The task:
In the listing below, locate the lines that hold "numbered" and copy them.

*** Opening of Data ***

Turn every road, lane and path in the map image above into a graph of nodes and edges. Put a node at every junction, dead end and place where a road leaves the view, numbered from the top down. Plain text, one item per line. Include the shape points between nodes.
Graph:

*** Close of Data ***
*** Opening of Data ***

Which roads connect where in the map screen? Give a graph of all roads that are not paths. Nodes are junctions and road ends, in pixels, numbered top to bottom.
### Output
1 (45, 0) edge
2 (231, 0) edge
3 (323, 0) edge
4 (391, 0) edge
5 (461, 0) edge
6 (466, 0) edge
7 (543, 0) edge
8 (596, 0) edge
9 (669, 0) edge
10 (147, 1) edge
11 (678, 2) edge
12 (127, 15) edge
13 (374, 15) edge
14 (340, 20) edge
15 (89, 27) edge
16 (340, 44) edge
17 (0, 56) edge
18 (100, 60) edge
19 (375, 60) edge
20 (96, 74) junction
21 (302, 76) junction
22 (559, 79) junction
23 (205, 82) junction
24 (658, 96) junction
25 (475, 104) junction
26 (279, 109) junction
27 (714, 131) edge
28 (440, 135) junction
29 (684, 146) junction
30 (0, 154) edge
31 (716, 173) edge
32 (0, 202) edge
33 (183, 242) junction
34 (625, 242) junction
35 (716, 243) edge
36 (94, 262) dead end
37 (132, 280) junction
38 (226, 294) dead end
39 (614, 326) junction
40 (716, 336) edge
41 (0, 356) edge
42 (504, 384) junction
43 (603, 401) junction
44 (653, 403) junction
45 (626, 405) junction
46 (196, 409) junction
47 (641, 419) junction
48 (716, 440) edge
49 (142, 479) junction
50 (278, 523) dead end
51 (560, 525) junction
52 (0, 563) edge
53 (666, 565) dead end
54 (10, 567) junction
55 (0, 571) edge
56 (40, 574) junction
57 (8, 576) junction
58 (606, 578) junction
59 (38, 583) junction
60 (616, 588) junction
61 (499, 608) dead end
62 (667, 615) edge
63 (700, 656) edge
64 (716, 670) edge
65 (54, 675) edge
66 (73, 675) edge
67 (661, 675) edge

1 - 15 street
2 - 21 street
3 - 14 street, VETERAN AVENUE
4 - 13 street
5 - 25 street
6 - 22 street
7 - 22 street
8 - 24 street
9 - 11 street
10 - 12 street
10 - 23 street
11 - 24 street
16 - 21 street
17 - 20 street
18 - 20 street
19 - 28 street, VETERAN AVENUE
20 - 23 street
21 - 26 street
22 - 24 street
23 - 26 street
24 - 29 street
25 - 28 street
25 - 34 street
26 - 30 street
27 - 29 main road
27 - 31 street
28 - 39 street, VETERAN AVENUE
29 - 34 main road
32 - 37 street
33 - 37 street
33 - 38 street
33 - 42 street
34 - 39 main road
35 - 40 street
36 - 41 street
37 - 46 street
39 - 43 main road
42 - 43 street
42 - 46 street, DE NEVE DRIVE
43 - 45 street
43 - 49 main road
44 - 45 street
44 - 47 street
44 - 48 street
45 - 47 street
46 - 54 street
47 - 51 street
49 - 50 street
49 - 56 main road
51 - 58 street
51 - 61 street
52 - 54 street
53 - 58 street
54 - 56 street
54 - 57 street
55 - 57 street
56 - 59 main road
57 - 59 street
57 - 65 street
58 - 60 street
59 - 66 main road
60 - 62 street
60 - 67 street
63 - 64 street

*** Close of Data ***

Task output:
Turn every road, lane and path in the map image above into a graph of nodes and edges. Put a node at every junction, dead end and place where a road leaves the view, numbered from the top down. Plain text, one item per line. Include the shape points between nodes.
Which roads connect where in the map screen? Give a graph of all roads that are not paths. Nodes are junctions and road ends, in pixels, numbered top to bottom.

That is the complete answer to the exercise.